Identification of lipid metabolism-related marker genes in colorectal cancer.

OBJECTIVE

To identify lipid metabolism associated biomarkers in colorectal cancer (CRC).

METHODS

To refine our list of candidate genes, we utilized the Molecular Complex Detection (MCODE) plug-in within Cytoscape software and performed protein-protein interaction (PPI) network analysis to extract hub genes centrally located within the networks, which potentially possess important regulatory functions.
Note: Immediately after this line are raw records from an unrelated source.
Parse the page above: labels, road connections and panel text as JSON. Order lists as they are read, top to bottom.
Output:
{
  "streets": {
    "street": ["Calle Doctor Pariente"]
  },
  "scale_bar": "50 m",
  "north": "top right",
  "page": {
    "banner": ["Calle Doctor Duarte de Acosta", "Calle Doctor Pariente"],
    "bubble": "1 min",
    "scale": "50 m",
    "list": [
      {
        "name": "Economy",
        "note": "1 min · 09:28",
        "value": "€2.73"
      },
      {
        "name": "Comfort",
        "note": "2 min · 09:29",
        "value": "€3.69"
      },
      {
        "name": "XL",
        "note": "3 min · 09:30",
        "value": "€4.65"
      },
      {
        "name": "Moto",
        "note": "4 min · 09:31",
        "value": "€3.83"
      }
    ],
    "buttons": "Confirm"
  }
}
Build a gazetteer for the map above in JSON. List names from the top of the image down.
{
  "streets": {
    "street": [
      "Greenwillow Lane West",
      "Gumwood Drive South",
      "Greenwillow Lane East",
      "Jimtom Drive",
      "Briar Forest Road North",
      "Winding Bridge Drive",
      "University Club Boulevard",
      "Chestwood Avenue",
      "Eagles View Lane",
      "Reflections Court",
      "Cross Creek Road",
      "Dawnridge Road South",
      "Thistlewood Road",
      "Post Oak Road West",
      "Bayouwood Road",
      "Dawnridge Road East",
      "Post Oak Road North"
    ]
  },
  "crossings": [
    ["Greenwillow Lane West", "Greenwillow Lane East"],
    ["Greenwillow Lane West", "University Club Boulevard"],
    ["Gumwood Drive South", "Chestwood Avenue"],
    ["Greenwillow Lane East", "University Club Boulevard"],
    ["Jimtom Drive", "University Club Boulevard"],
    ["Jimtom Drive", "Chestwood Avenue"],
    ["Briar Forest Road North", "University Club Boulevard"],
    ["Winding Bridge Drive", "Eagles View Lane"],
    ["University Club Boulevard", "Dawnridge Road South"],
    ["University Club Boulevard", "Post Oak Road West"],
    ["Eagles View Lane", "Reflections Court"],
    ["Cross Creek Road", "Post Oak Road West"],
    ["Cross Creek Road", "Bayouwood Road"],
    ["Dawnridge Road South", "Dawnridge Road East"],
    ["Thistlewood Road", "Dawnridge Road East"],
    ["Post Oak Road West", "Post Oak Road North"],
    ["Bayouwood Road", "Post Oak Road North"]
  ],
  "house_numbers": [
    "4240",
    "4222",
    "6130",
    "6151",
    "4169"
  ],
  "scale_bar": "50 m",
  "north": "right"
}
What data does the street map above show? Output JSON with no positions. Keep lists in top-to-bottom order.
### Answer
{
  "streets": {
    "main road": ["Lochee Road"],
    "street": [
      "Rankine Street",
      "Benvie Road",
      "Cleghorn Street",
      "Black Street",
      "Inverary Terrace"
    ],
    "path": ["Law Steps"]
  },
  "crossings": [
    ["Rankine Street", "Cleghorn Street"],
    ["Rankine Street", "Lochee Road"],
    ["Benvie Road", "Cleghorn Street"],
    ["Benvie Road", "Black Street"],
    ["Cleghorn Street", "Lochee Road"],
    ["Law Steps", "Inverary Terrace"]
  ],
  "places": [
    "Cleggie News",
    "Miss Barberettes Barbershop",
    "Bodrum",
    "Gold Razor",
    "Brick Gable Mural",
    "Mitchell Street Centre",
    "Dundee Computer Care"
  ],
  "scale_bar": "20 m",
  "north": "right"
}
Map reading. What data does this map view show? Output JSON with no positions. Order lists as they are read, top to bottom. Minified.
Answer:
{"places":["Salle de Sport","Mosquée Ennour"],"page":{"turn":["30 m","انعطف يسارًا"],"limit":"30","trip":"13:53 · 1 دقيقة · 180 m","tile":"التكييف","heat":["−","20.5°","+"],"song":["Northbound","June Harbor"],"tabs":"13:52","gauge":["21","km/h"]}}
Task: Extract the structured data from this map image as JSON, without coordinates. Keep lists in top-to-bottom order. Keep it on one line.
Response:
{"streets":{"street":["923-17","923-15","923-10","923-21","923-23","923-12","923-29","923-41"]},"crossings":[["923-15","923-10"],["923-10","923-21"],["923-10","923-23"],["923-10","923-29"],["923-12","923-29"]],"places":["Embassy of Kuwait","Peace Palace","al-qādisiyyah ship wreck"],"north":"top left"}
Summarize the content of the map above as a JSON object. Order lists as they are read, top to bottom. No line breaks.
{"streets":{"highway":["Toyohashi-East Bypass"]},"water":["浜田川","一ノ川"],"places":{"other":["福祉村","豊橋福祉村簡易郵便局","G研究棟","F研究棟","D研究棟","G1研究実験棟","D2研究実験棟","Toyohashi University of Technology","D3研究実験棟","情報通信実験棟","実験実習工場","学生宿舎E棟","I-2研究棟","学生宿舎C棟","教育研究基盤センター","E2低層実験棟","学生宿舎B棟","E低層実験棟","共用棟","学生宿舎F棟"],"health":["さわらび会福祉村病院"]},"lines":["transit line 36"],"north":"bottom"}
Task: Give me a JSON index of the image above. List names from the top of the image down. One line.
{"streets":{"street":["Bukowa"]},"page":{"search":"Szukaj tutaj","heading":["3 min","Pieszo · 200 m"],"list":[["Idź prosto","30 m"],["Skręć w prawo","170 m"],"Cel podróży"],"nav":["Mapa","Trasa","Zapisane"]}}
Hub gene-associated miRNAs and transcription factors (TFs) were analyzed using miRNet. Immunohistochemical staining was employed to verify the expression levels of hub genes in clinical CRC tissues. Concurrently, cellular experiments were designed to explore the functional roles of the hub gene DHCR7 at the cellular level, providing scientific evidence for the precision treatment of CRC.

RESULTS

A total of 9008 differentially expressed genes (DEGs) were identified between CRC and control samples. Gene Set Enrichment Analysis (GSEA) revealed that these DEGs were mainly enriched in biological processes such as myogenesis, adipogenesis, oxidative phosphorylation, and fatty acid metabolism. Using Weighted Gene Co-expression Network Analysis (WGCNA), we found that the pink and yellow modules were most significantly associated with CRC. Cytoscape analysis identified six hub genes (DHCR7, FABP4, FASN, FAXDC2, PTGIS, SLC27A6). Their diagnostic performance was verified in the external GSE23878 dataset. Clinical studies showed a downregulation trend in the expression of FAXDC2 and PTGIS in CRC tissue samples, while FASN and DHCR7 were up-regulated in colon cancer tissues. However, the expression trend of FABP4 was inconsistent with previous bioinformatics predictions. Further cellular experimental results demonstrated that DHCR7 knockdown significantly inhibited CRC cell proliferation and induced apoptosis, which strongly supported the previous bioinformatics analysis.

CONCLUSION

Our research successfully identified six hub genes in CRC through a series of rigorous analyses and experimental validations. These findings provide important molecular basis for further investigation into the pathogenesis and progression of CRC.